Task requirements
Only lines that contain the string "points" should be returned from the material below.

Exercise materials

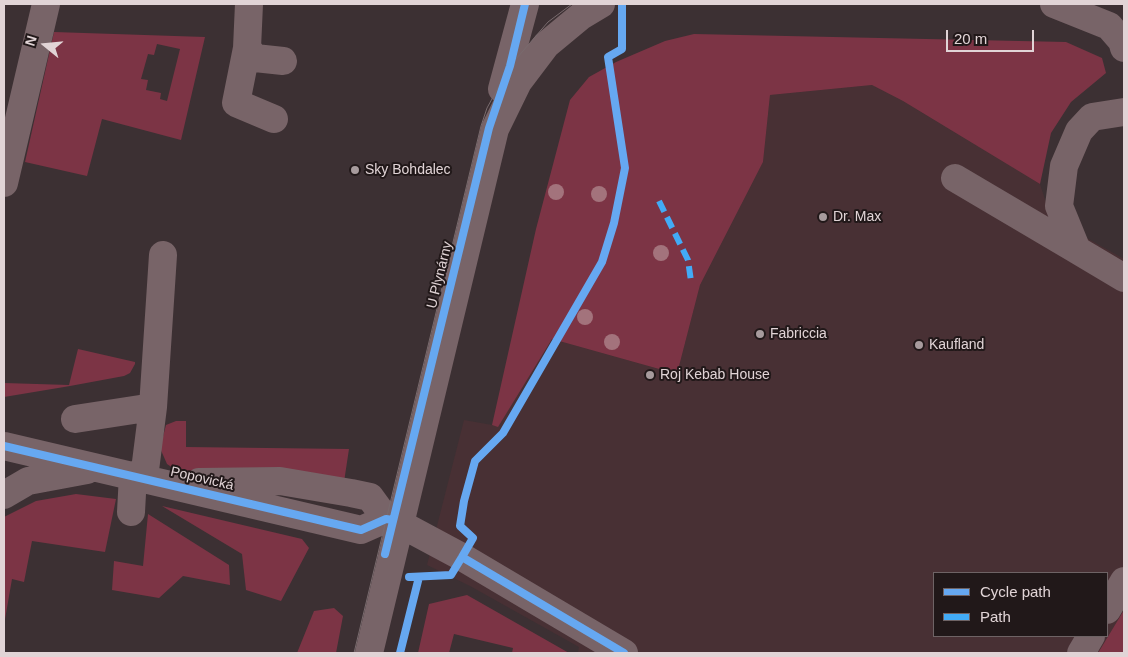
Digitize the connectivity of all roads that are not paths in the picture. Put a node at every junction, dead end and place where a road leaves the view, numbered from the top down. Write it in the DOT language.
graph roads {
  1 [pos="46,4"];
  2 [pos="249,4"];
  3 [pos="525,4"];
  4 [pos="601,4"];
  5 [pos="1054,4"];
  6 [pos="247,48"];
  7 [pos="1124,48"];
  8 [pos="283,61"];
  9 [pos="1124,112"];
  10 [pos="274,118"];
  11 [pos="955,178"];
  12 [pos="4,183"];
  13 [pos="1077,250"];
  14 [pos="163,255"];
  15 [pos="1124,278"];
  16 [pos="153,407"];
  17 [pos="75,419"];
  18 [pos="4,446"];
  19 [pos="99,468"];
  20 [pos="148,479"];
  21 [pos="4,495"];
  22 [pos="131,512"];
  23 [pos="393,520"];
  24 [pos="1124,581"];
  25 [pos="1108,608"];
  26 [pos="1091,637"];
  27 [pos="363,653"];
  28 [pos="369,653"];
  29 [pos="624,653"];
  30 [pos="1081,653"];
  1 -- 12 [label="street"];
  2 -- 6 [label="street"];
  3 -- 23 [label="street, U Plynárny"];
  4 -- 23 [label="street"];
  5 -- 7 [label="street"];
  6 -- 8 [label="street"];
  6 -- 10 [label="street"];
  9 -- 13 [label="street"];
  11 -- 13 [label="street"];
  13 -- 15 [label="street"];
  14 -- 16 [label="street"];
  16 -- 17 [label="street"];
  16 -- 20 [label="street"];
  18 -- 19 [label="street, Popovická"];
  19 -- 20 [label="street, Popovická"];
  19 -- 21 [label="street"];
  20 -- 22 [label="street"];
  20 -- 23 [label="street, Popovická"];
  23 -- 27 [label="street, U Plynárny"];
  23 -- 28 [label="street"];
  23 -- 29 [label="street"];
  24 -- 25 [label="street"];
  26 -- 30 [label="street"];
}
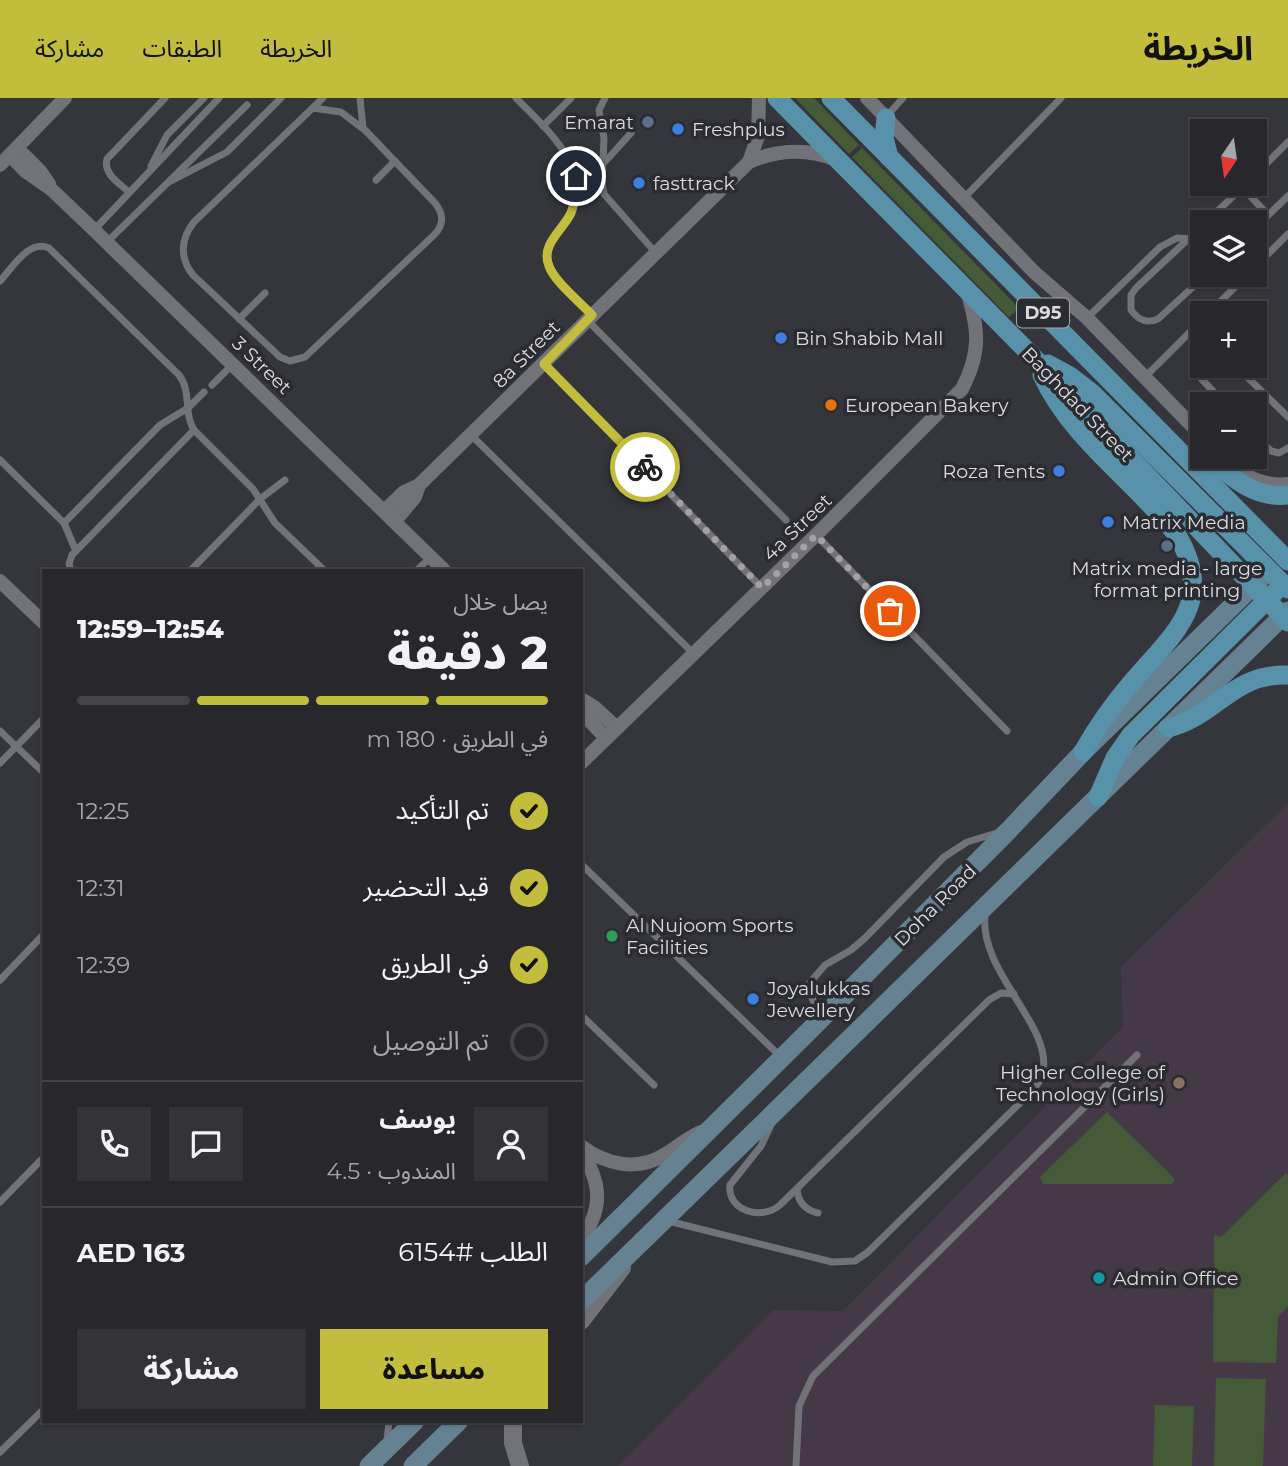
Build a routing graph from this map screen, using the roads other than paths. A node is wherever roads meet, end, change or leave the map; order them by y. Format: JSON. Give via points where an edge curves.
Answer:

...

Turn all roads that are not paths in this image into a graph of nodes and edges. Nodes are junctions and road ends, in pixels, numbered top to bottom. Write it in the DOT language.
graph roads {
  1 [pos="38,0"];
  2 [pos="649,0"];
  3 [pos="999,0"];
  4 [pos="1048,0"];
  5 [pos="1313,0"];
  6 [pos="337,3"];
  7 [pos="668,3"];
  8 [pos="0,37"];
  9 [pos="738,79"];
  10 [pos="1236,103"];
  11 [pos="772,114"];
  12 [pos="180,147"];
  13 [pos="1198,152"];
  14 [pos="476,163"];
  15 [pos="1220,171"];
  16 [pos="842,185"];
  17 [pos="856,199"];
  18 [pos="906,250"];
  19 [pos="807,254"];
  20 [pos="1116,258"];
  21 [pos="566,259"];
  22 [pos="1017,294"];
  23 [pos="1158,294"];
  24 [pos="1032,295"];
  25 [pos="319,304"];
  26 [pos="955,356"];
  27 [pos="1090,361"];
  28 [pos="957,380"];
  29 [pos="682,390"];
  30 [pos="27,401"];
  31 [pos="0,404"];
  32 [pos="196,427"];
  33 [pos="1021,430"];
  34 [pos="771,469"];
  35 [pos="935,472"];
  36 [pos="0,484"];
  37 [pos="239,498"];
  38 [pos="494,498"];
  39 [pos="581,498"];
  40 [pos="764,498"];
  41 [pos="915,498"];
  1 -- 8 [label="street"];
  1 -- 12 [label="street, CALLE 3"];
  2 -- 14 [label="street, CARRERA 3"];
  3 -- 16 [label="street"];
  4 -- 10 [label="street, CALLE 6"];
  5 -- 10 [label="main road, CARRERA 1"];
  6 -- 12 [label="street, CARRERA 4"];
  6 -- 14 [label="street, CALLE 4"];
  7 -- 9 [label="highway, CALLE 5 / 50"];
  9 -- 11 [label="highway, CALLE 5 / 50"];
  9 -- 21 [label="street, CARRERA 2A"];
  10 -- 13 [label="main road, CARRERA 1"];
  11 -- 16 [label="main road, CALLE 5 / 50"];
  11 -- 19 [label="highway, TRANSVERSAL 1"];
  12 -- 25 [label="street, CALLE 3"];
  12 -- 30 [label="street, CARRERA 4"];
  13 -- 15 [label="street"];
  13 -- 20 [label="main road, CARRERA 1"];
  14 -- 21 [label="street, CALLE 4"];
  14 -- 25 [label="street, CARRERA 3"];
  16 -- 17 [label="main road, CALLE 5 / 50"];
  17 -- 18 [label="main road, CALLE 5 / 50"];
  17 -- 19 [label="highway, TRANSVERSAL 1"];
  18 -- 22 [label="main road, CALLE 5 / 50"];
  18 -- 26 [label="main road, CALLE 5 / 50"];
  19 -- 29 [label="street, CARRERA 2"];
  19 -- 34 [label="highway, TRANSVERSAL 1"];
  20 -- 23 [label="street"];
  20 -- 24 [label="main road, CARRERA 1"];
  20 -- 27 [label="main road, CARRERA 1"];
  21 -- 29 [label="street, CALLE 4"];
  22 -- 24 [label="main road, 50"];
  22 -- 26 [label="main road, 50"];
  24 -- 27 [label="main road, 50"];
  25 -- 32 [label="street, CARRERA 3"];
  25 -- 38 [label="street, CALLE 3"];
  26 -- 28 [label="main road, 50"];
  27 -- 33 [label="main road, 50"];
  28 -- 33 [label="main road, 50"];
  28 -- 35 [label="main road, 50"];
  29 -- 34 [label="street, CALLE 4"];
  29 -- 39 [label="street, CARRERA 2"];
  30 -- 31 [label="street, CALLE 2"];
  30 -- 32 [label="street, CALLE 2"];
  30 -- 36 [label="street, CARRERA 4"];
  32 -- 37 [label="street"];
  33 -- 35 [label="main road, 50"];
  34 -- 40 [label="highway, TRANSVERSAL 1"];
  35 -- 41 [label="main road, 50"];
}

---

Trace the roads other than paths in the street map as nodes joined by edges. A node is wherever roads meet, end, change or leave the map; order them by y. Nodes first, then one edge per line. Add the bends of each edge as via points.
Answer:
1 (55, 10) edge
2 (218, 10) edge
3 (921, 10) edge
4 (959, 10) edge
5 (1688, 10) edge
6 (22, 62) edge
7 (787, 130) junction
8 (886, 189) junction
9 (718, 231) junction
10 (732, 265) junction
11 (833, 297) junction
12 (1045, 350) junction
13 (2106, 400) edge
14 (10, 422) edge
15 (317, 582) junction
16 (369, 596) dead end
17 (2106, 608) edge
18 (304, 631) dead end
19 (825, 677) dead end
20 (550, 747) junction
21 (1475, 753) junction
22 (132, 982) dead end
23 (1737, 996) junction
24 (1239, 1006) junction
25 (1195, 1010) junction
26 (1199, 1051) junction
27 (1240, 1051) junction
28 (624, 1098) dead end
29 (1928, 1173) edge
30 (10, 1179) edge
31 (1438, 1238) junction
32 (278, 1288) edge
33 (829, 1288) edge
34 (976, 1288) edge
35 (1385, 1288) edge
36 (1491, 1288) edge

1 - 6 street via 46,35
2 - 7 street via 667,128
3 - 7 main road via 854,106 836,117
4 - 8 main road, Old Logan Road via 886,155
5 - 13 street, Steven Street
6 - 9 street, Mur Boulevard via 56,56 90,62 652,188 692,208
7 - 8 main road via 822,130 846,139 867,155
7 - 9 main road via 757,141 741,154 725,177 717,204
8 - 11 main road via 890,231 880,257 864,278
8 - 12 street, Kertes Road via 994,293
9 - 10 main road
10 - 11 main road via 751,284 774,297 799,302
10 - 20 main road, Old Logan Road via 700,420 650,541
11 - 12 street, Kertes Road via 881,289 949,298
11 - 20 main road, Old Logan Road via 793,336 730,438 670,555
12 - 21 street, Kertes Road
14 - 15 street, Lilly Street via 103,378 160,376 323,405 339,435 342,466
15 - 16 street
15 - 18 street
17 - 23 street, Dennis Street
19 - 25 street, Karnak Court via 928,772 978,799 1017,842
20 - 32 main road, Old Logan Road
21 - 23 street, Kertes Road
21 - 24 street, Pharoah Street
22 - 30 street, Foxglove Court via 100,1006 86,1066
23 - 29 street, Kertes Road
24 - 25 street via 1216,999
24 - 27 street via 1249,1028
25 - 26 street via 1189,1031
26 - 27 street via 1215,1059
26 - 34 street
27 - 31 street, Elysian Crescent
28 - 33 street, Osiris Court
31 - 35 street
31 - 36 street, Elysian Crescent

Exercise solution
Build a routing graph from this map screen, using the roads other than paths. A node is wherever roads meet, end, change or leave the map; order them by y. Format: JSON. Give via points where an edge curves.
Trace the roads other than paths in the street map as nodes joined by edges. A node is wherever roads meet, end, change or leave the map; order them by y. Nodes first, then one edge per line. Add the bends of each edge as via points.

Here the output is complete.